(Collected data)

⁂

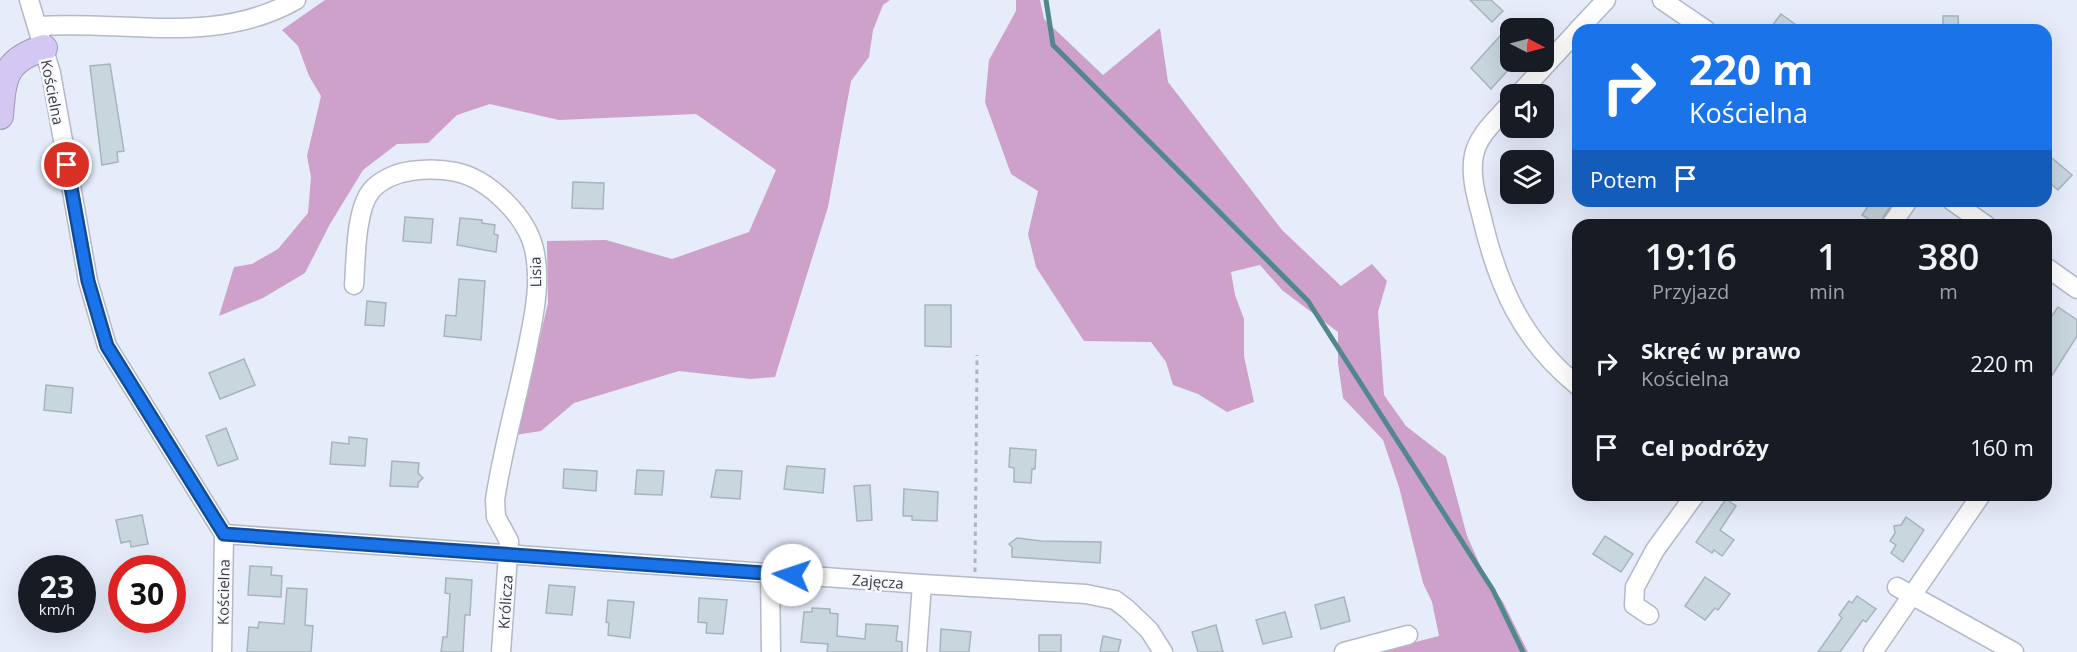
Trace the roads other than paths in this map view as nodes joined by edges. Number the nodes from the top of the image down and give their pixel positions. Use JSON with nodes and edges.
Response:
{"nodes":[{"id":1,"x":29,"y":0,"type":"edge"},
{"id":2,"x":296,"y":0,"type":"edge"},
{"id":3,"x":1606,"y":0,"type":"edge"},
{"id":4,"x":1662,"y":0,"type":"edge"},
{"id":5,"x":1584,"y":24,"type":"edge"},
{"id":6,"x":1697,"y":24,"type":"edge"},
{"id":7,"x":41,"y":37,"type":"junction"},
{"id":8,"x":1572,"y":37,"type":"edge"},
{"id":9,"x":1528,"y":84,"type":"edge"},
{"id":10,"x":0,"y":116,"type":"edge"},
{"id":11,"x":1500,"y":116,"type":"edge"},
{"id":12,"x":1960,"y":207,"type":"edge"},
{"id":13,"x":1978,"y":219,"type":"edge"},
{"id":14,"x":2052,"y":270,"type":"edge"},
{"id":15,"x":2074,"y":281,"type":"edge"},
{"id":16,"x":354,"y":285,"type":"dead end"},
{"id":17,"x":1572,"y":381,"type":"edge"},
{"id":18,"x":1691,"y":501,"type":"edge"},
{"id":19,"x":1976,"y":501,"type":"edge"},
{"id":20,"x":224,"y":534,"type":"junction"},
{"id":21,"x":509,"y":553,"type":"junction"},
{"id":22,"x":770,"y":573,"type":"junction"},
{"id":23,"x":922,"y":584,"type":"junction"},
{"id":24,"x":1905,"y":592,"type":"junction"},
{"id":25,"x":1649,"y":615,"type":"dead end"},
{"id":26,"x":1408,"y":635,"type":"dead end"},
{"id":27,"x":222,"y":652,"type":"edge"},
{"id":28,"x":501,"y":652,"type":"edge"},
{"id":29,"x":771,"y":652,"type":"edge"},
{"id":30,"x":917,"y":652,"type":"edge"},
{"id":31,"x":1163,"y":652,"type":"edge"},
{"id":32,"x":1344,"y":652,"type":"edge"},
{"id":33,"x":1873,"y":652,"type":"edge"},
{"id":34,"x":2014,"y":652,"type":"edge"}],
"edges":[{"from":1,"to":7,"type":"street","name":"Kościelna"},
{"from":2,"to":7,"type":"street"},
{"from":3,"to":5,"type":"street"},
{"from":4,"to":6,"type":"street"},
{"from":7,"to":10,"type":"highway"},
{"from":7,"to":20,"type":"street","name":"Kościelna"},
{"from":8,"to":9,"type":"street"},
{"from":11,"to":17,"type":"street"},
{"from":12,"to":13,"type":"street"},
{"from":14,"to":15,"type":"street"},
{"from":16,"to":21,"type":"street","name":"Lisia"},
{"from":18,"to":25,"type":"street"},
{"from":19,"to":24,"type":"street"},
{"from":20,"to":21,"type":"street","name":"Zajęcza"},
{"from":20,"to":27,"type":"street","name":"Kościelna"},
{"from":21,"to":22,"type":"street","name":"Zajęcza"},
{"from":21,"to":28,"type":"street","name":"Królicza"},
{"from":22,"to":23,"type":"street","name":"Zajęcza"},
{"from":22,"to":29,"type":"street"},
{"from":23,"to":30,"type":"street","name":"Zajęcza"},
{"from":23,"to":31,"type":"street","name":"Zajęcza"},
{"from":24,"to":33,"type":"street"},
{"from":24,"to":34,"type":"street"},
{"from":26,"to":32,"type":"street"}]}
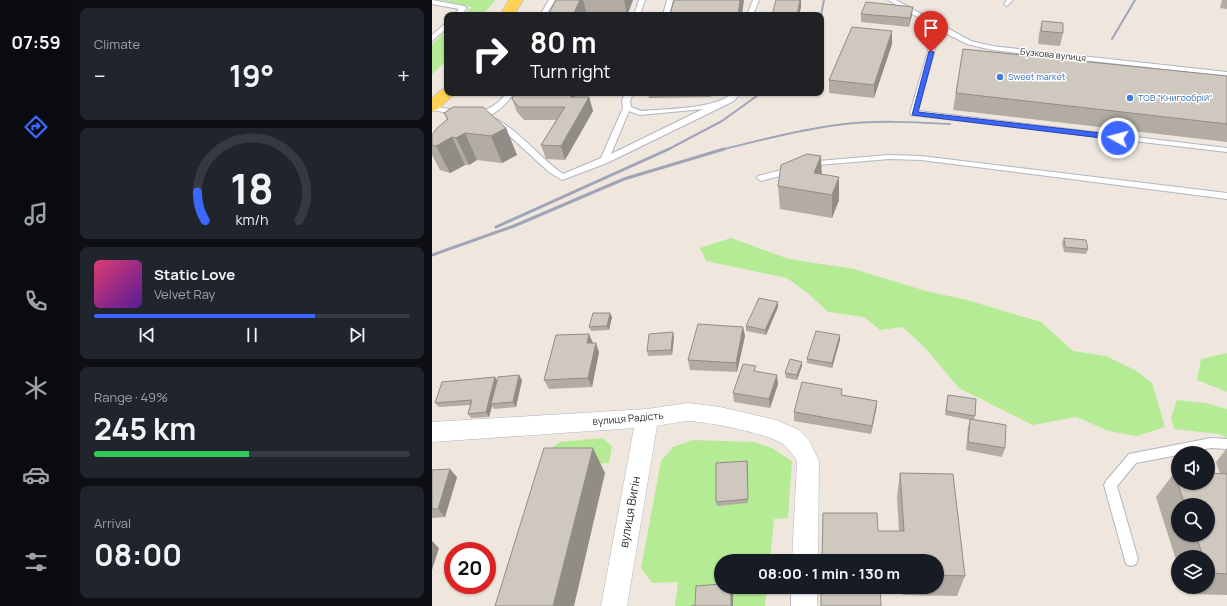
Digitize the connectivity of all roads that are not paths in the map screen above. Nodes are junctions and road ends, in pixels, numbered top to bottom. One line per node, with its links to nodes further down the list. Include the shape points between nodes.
1 (516, 0): 9 (main road)
2 (552, 0): 10 (lane)
3 (642, 0): 11 (lane)
4 (670, 0): 12 (lane)
5 (756, 0): 13 (lane)
6 (890, 0): 15 (lane, Бузкова вулиця)
7 (432, 2): 8 (lane, via 464,8)
8 (460, 12)
9 (509, 12)
10 (545, 12)
11 (638, 12)
12 (667, 12)
13 (751, 12)
14 (444, 27): 16 (lane)
15 (947, 31): 17 (lane, Бузкова вулиця, via 969,43 992,48); 26 (lane, via 935,37 914,114)
16 (432, 39)
17 (1227, 74)
18 (444, 96): 23 (main road)
19 (508, 96): 25 (lane, via 504,104 495,110)
20 (628, 96): 24 (lane)
21 (734, 96): 22 (lane, via 731,100)
22 (715, 106): 24 (lane, via 640,113); 27 (lane, via 651,140)
23 (432, 107): 25 (lane)
24 (627, 108): 27 (lane)
25 (473, 115): 27 (lane, via 500,123 540,161 562,177)
26 (1227, 150)
27 (604, 161)
28 (761, 178): 29 (lane, via 818,163 889,157 921,158)
29 (1227, 196)
30 (647, 418): 31 (street, вулиця Радість); 33 (street, вулиця Радість, via 688,412 720,416 776,430 791,437 801,446 808,461); 36 (street, вулиця Вигін)
31 (432, 432)
32 (1227, 444): 34 (lane, via 1211,443 1133,458 1110,485)
33 (805, 554)
34 (1131, 559)
35 (804, 594): 37 (street)
36 (614, 606)
37 (804, 606)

⁂

Scan the entries above and return each line that holds "dead".

# Answer area
{"id":16,"x":354,"y":285,"type":"dead end"},
{"id":25,"x":1649,"y":615,"type":"dead end"},
{"id":26,"x":1408,"y":635,"type":"dead end"},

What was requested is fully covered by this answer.